There comes a time in life that it becomes necessary to take a step back and examine who we are becoming, and if needed, change the road we are taking to get there.

Saturday, September 11, 2010

Frustrations, Faith, and Blessings

This post may be slightly more personal than most, but I figure that anyone who would actually read this won't mind. I just want to start by saying how amazing it is how much God loves me. I truly don't deserve the amount of effort that he puts forth trying to lift me and make me happy. He always places my feet exactly where they should go, and puts exactly what I need right in my path.
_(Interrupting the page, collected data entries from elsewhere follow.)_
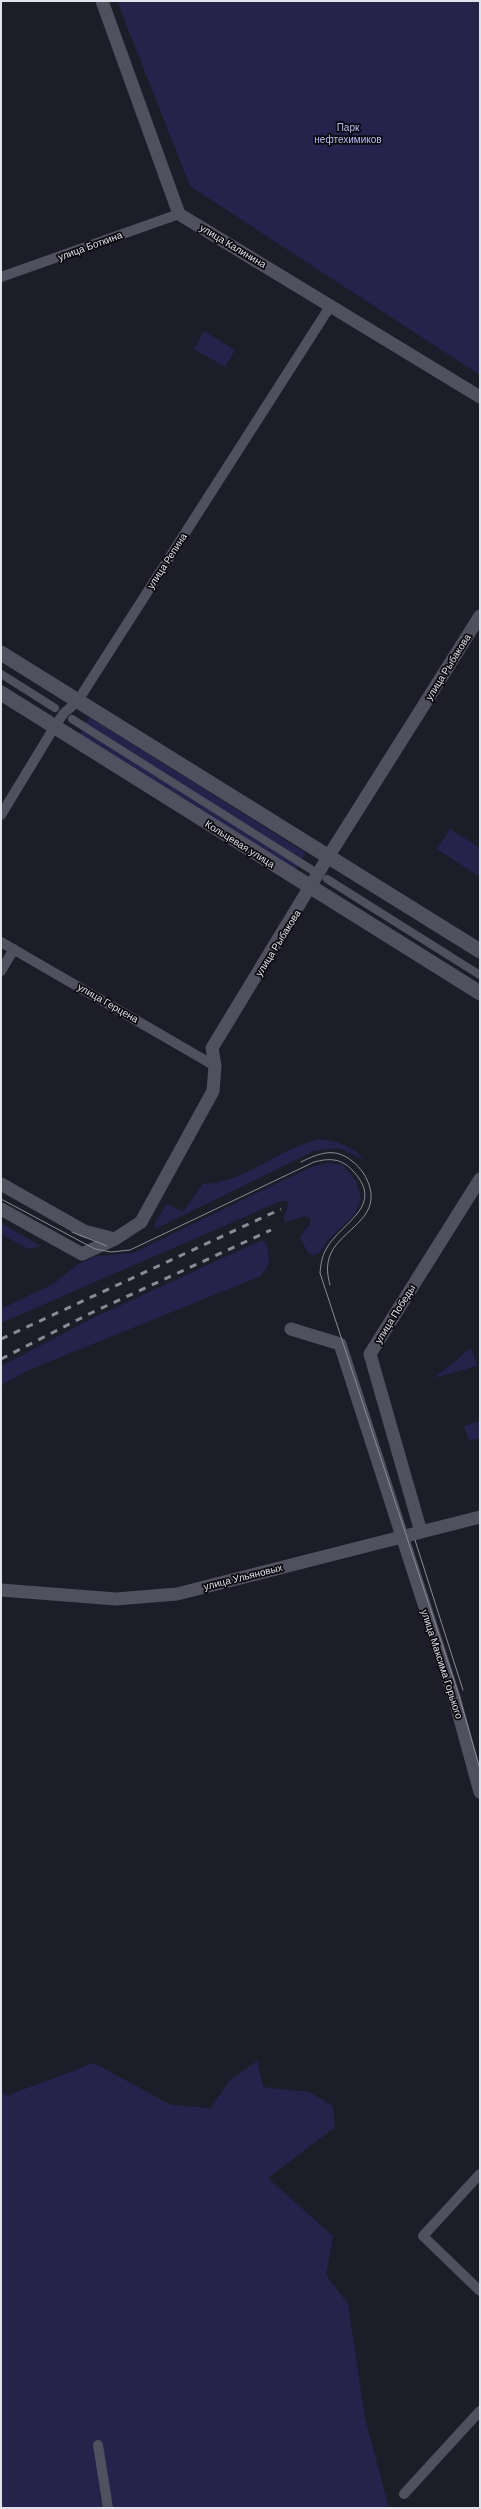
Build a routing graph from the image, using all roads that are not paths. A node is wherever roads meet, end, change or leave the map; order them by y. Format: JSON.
{"nodes":[{"id":1,"x":102,"y":1,"type":"edge"},
{"id":2,"x":179,"y":214,"type":"junction"},
{"id":3,"x":1,"y":277,"type":"edge"},
{"id":4,"x":331,"y":305,"type":"junction"},
{"id":5,"x":480,"y":397,"type":"edge"},
{"id":6,"x":480,"y":616,"type":"edge"},
{"id":7,"x":1,"y":654,"type":"edge"},
{"id":8,"x":1,"y":674,"type":"edge"},
{"id":9,"x":1,"y":693,"type":"edge"},
{"id":10,"x":77,"y":702,"type":"junction"},
{"id":11,"x":55,"y":708,"type":"dead end"},
{"id":12,"x":72,"y":719,"type":"dead end"},
{"id":13,"x":55,"y":726,"type":"junction"},
{"id":14,"x":1,"y":815,"type":"edge"},
{"id":15,"x":328,"y":857,"type":"junction"},
{"id":16,"x":312,"y":870,"type":"dead end"},
{"id":17,"x":327,"y":879,"type":"dead end"},
{"id":18,"x":311,"y":889,"type":"junction"},
{"id":19,"x":1,"y":942,"type":"edge"},
{"id":20,"x":14,"y":949,"type":"junction"},
{"id":21,"x":480,"y":951,"type":"edge"},
{"id":22,"x":1,"y":971,"type":"edge"},
{"id":23,"x":480,"y":974,"type":"edge"},
{"id":24,"x":480,"y":993,"type":"edge"},
{"id":25,"x":215,"y":1066,"type":"junction"},
{"id":26,"x":480,"y":1179,"type":"edge"},
{"id":27,"x":1,"y":1184,"type":"edge"},
{"id":28,"x":1,"y":1209,"type":"edge"},
{"id":29,"x":115,"y":1239,"type":"junction"},
{"id":30,"x":291,"y":1329,"type":"dead end"},
{"id":31,"x":480,"y":1517,"type":"edge"},
{"id":32,"x":421,"y":1532,"type":"junction"},
{"id":33,"x":401,"y":1537,"type":"junction"},
{"id":34,"x":1,"y":1590,"type":"edge"},
{"id":35,"x":480,"y":1792,"type":"edge"},
{"id":36,"x":480,"y":2174,"type":"edge"},
{"id":37,"x":480,"y":2291,"type":"edge"},
{"id":38,"x":480,"y":2411,"type":"edge"},
{"id":39,"x":98,"y":2445,"type":"dead end"},
{"id":40,"x":404,"y":2494,"type":"dead end"},
{"id":41,"x":108,"y":2508,"type":"edge"}],
"edges":[{"from":1,"to":2,"type":"street"},
{"from":2,"to":3,"type":"street","name":"улица Боткина"},
{"from":2,"to":4,"type":"street","name":"улица Калинина"},
{"from":4,"to":5,"type":"street","name":"улица Калинина"},
{"from":4,"to":10,"type":"street","name":"улица Репина"},
{"from":6,"to":15,"type":"street","name":"улица Рыбакова"},
{"from":7,"to":10,"type":"main road"},
{"from":8,"to":11,"type":"street"},
{"from":9,"to":13,"type":"main road","name":"Кольцевая улица"},
{"from":10,"to":13,"type":"street","name":"улица Репина"},
{"from":10,"to":15,"type":"main road"},
{"from":12,"to":16,"type":"street"},
{"from":13,"to":14,"type":"street","name":"улица Репина"},
{"from":13,"to":18,"type":"main road","name":"Кольцевая улица"},
{"from":15,"to":18,"type":"street","name":"улица Рыбакова"},
{"from":15,"to":21,"type":"main road"},
{"from":17,"to":23,"type":"street"},
{"from":18,"to":24,"type":"main road","name":"Кольцевая улица"},
{"from":18,"to":25,"type":"street","name":"улица Рыбакова"},
{"from":19,"to":20,"type":"street","name":"улица Герцена"},
{"from":20,"to":22,"type":"street"},
{"from":20,"to":25,"type":"street","name":"улица Герцена"},
{"from":25,"to":29,"type":"street","name":"улица Рыбакова"},
{"from":26,"to":32,"type":"street","name":"улица Победы"},
{"from":27,"to":29,"type":"street"},
{"from":28,"to":29,"type":"street","name":"улица Рыбакова"},
{"from":30,"to":33,"type":"street","name":"улица Максима Горького"},
{"from":31,"to":32,"type":"street","name":"улица Ульяновых"},
{"from":32,"to":33,"type":"street","name":"улица Ульяновых"},
{"from":33,"to":34,"type":"street","name":"улица Ульяновых"},
{"from":33,"to":35,"type":"street","name":"улица Максима Горького"},
{"from":36,"to":37,"type":"street"},
{"from":38,"to":40,"type":"street"},
{"from":39,"to":41,"type":"street"}]}
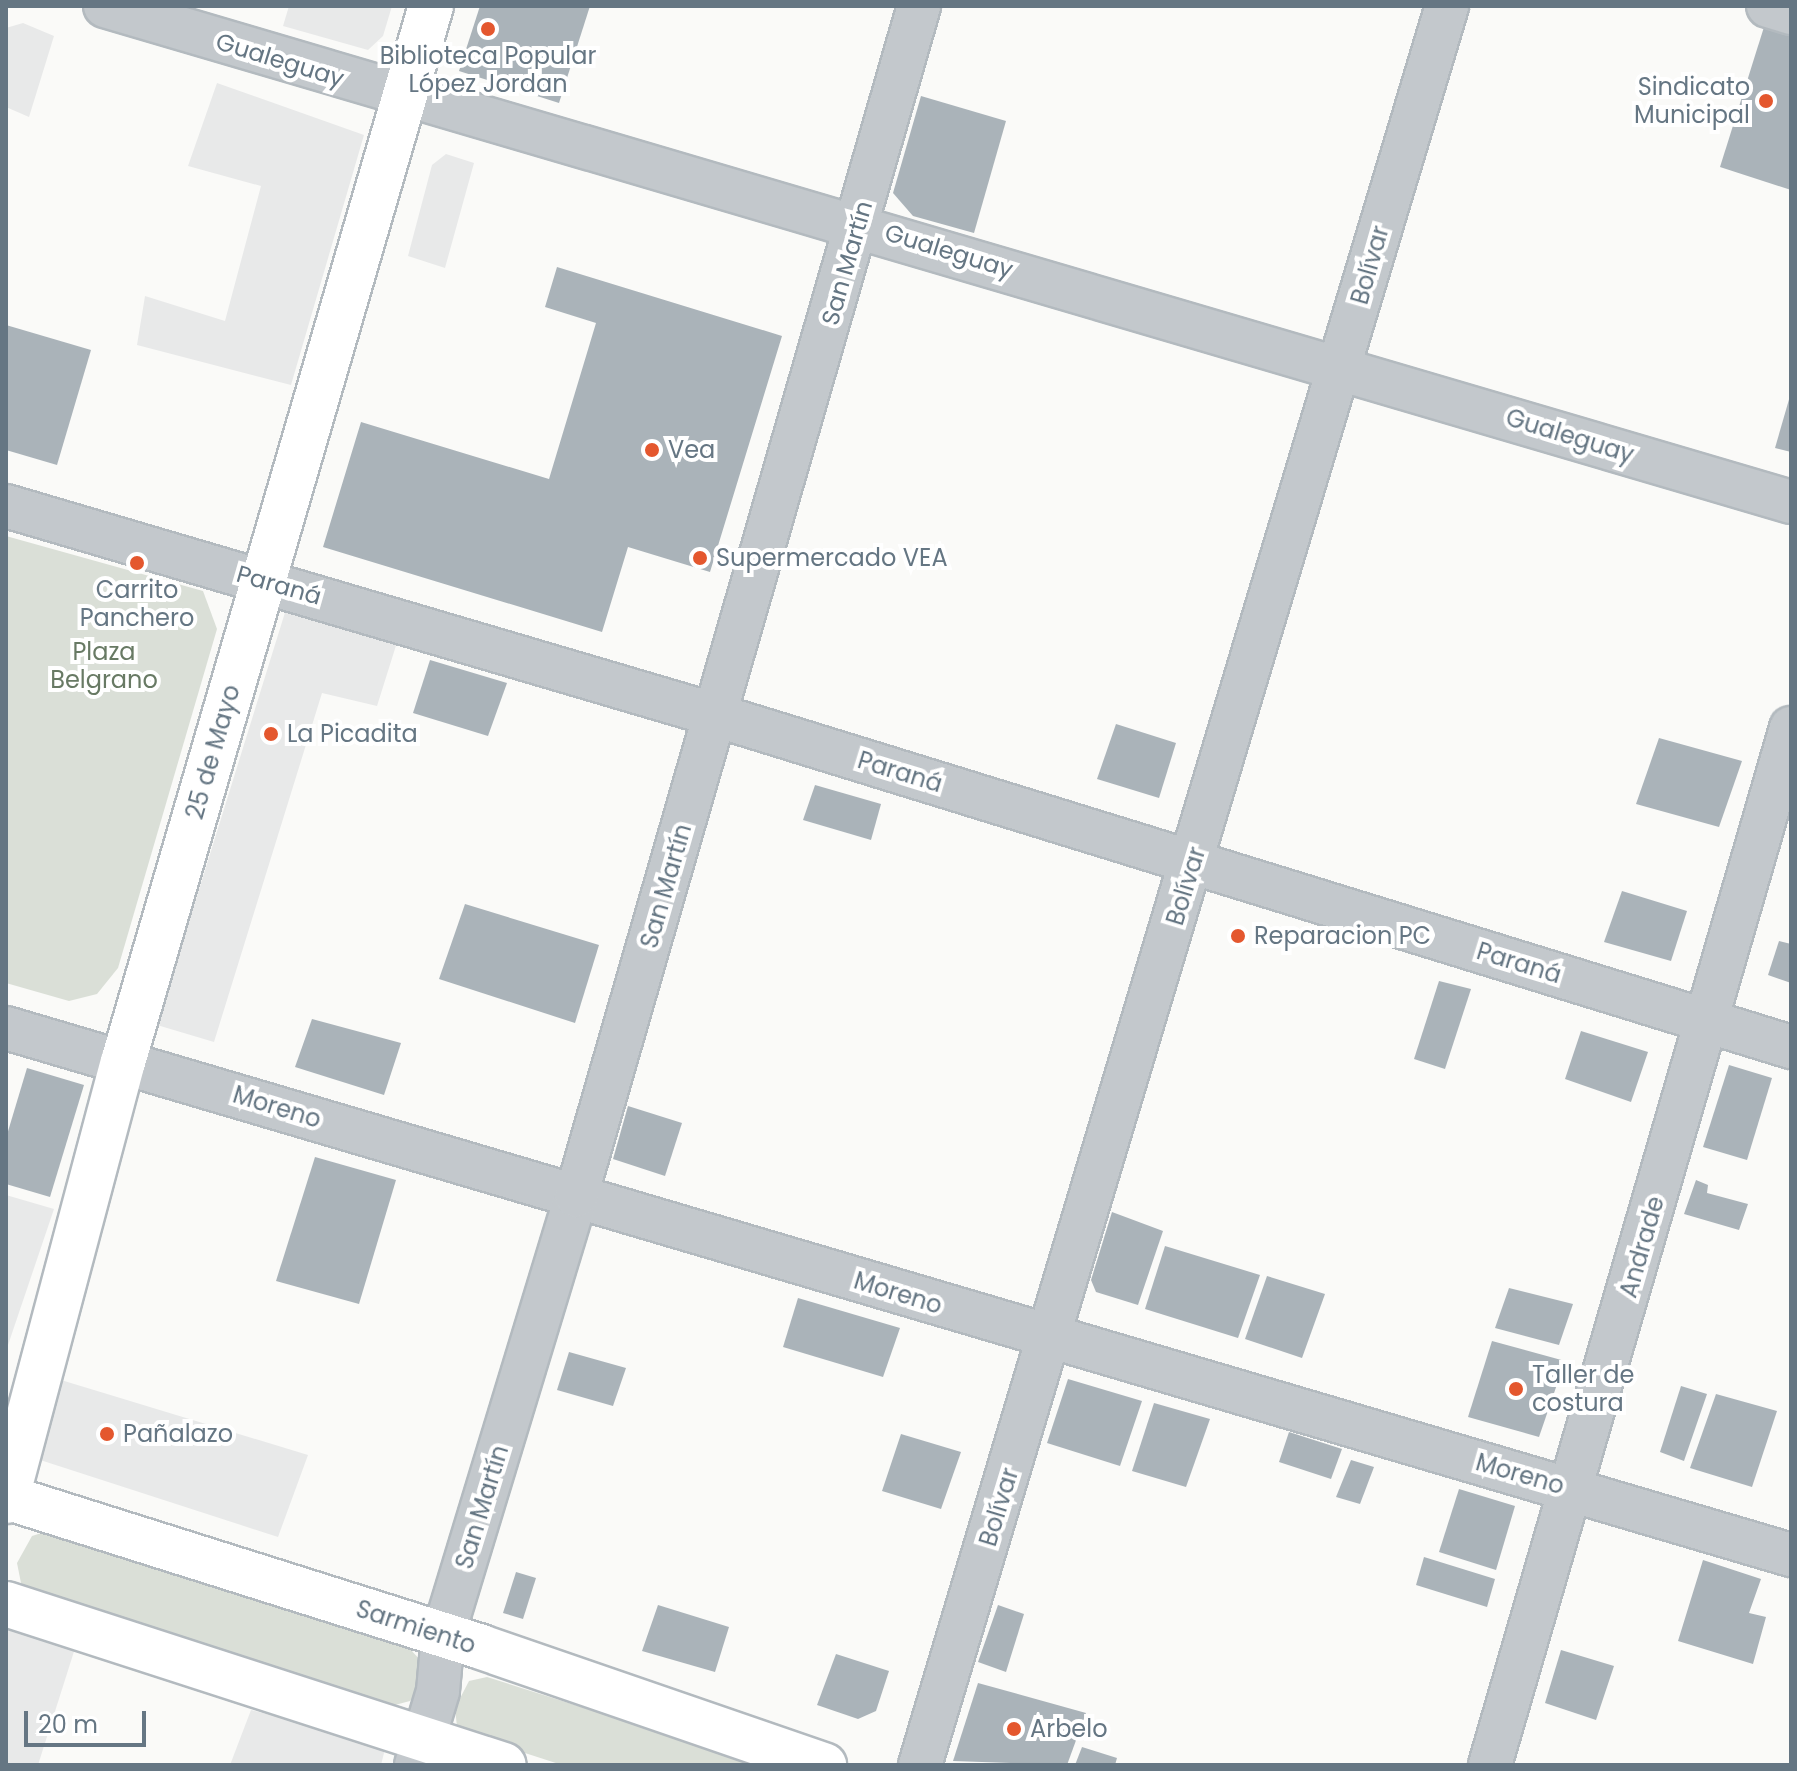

I'm so grateful that he doesn't ever give up on my, he truly is amazing, but I wish I could have a little more faith sometimes. Faith that he's not just going to give up on me. Faith that he's always going to love me and isn't going to leave me alone. Faith that he cares about what's important to me. Faith that he wants what is best for me and knows what that is. Faith in his timing. I just get so frustrated with myself sometimes. Why can't I just put it in his hands and trust that he knows best, and that his timing is best. I hate it when I find myself thinking that I can't wait for things to happen and my life to really start. This is my life!! I'm living it now, and waiting around for those big events is making me miss the small ones that take my breath away. I want to be better about living my life, having faith in God's timing, and patience that it will all work out eventually. I want to live up to the amazing woman that God meant for me to be. I want to make Him proud. I want to live up to that trust he has placed in me, and be worthy of every blessing he has heaped upon me. He gives me so much more than I deserve and I'm tired of taking advantage of it, or worse, like feeling like it's not enough. I'm tired of waiting. I'm tired of hoping that eventually things are going to work out. I just have to trust that they will, and do my best to keep moving forward, appreciating every sweet breath that I'm given, every white cloud or beautiful flower that I was given to enjoy in my life.